About 35 years ago Noreen and I made a deliberate and considered decision not to have children. Instead we said that we would always be available for our friends, their children, etc. if and when they needed us.
All our friends know this (at least they all should know this!); most have been told at some appropriate time. And as the younger ones reach an age to properly understand (generally around 15-16, but sometimes earlier), we have a quiet conversation with them about it. What we say is ad lib but generally something like:

Know that we are here if you ever need us. No parents, however good they are (and our friends really are brilliant parents) can provide everything a child needs. However open, frank and honest your relationship with your parents there will always be something you don’t want to talk them about – but something you would like to discuss with someone detached and outside the family. That is what we are here for. You can come and talk to us at any time and about anything; literally anything: boyfriend/girlfriend problems, exam worries, sexuality; if you’re in trouble and need bailing out of the police station; if you need a bed for the night; if you want to talk about life and what direction you’re going; or you just want someone to talk to. Remember, we may be geriatrics, but we’ve been there ourselves. We were students in the heady hippie days of the late-60s/early-70s so we’ve either done it or we have a friend who has. You are very unlikely to shock us – one way or another we’ve encountered most things. We don’t do judgement. And we aren’t going to tell you what you must do. We’re here to listen and to help you work through whatever is worrying you. Just pick up the phone or turn up on our doorstep (call first if you can to ensure we’re at home) at any time; day or night.
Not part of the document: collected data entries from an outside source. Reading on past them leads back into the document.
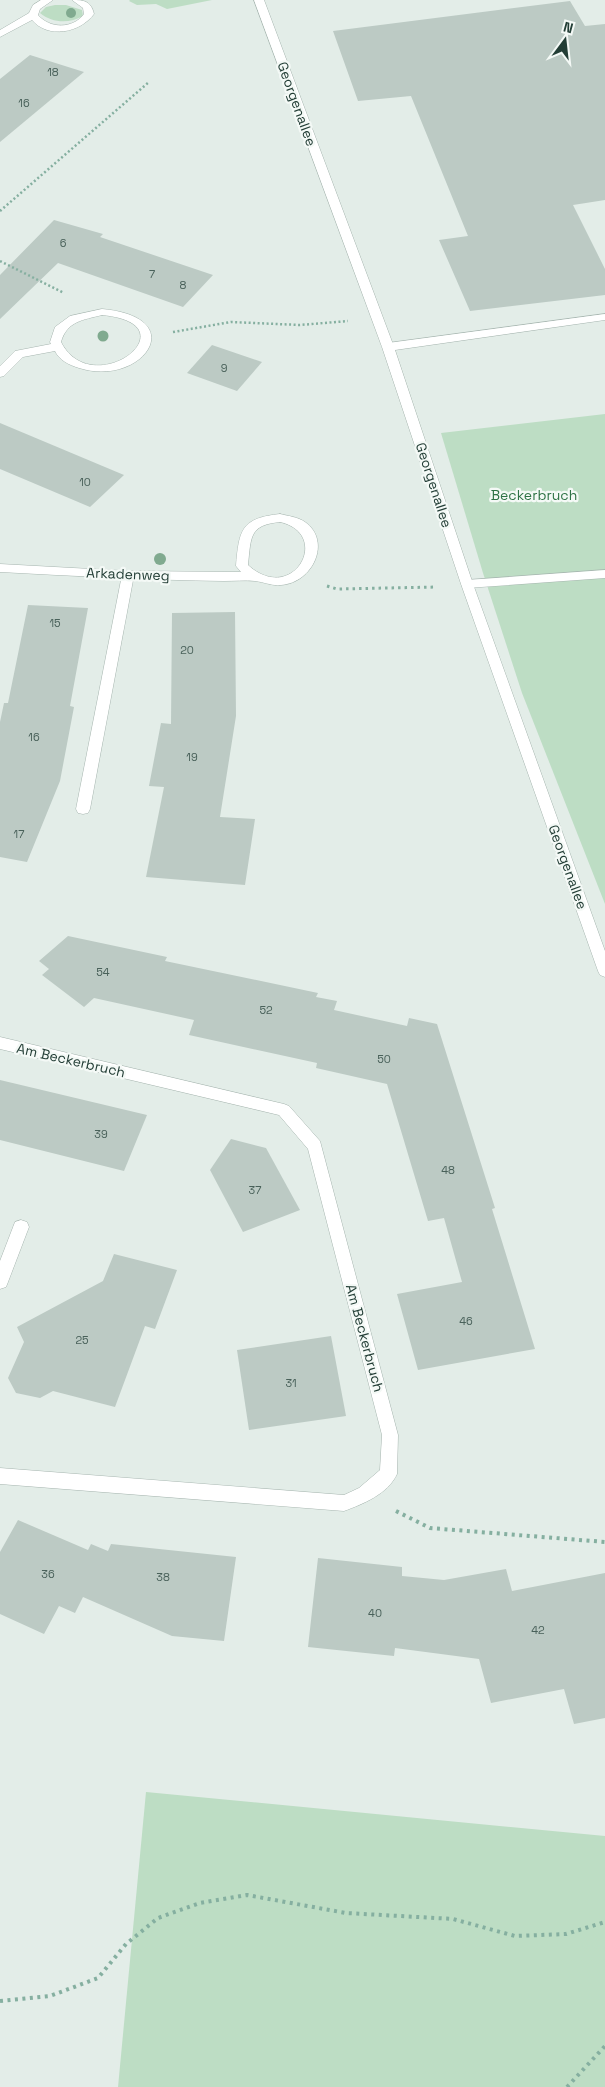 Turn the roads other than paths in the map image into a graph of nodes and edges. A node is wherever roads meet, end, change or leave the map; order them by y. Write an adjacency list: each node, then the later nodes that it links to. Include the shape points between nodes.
1 (48, 0): 4 (street, via 36,7)
2 (78, 0): 4 (street, via 89,7 90,12 77,26 49,28 35,21)
3 (259, 0): 8 (street, Georgenallee)
4 (33, 15): 5 (street)
5 (0, 34)
6 (605, 316): 8 (street)
7 (56, 346): 7 (street, via 66,360 91,368 106,368 132,360 142,352 147,343 147,333 141,324 118,313 87,314 73,318 63,326 57,334); 9 (street, via 20,354)
8 (388, 347): 14 (street, Georgenallee)
9 (0, 373)
10 (0, 568): 12 (street, Arkadenweg)
11 (605, 574): 14 (street)
12 (128, 575): 13 (street, Arkadenweg); 15 (street)
13 (256, 577): 13 (street, Arkadenweg, via 242,566 245,533 250,527 269,519 291,520 307,531 312,544 305,569 298,575 278,581)
14 (467, 584): 16 (street, Georgenallee)
15 (84, 808)
16 (605, 971)
17 (0, 1043): 20 (street, Am Beckerbruch, via 284,1110 315,1146 390,1435 388,1474 365,1494 344,1503)
18 (21, 1227): 19 (street)
19 (0, 1282)
20 (0, 1476) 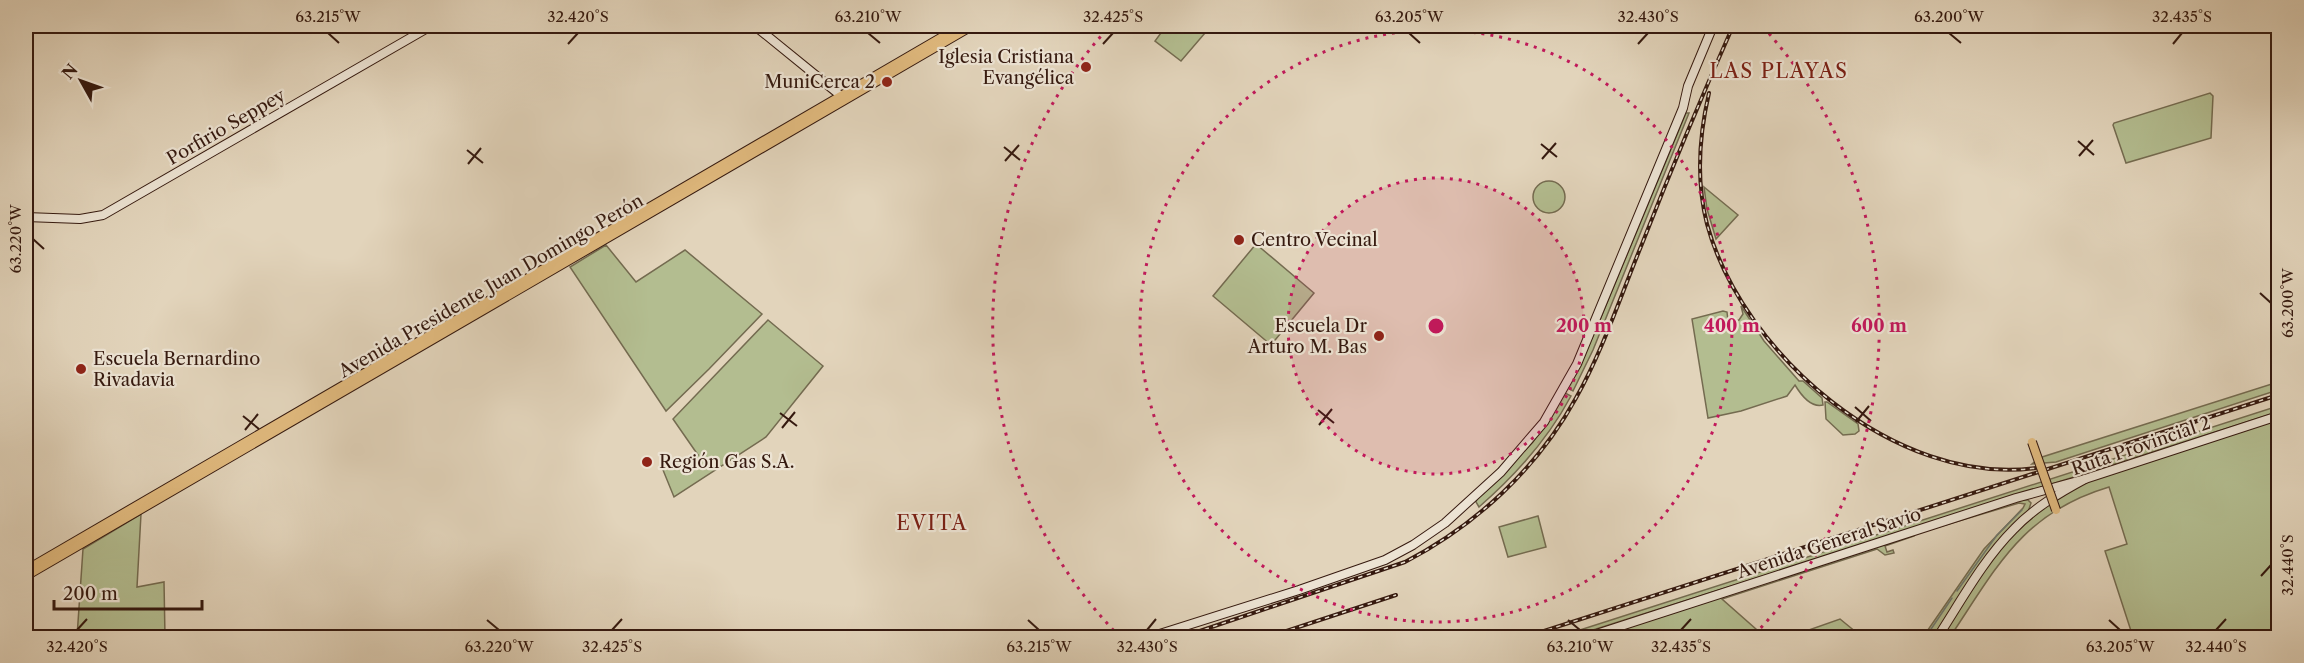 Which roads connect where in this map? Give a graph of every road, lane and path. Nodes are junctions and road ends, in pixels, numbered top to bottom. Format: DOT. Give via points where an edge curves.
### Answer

And most importantly anything you tell us is in complete confidence; it will not be repeated to your parents/family/friends unless you specifically ask that it is. This is what we are here for and why we chose not to have children of our own. Here’s a card with our contact details; put it in your wallet and keep it in case you ever need it.

Yes, this is indeed a part of why we are here. Having someone detached to talk to is important. (It’s like mentoring at work: I always did it and vowed that I always would even if management told me not to.)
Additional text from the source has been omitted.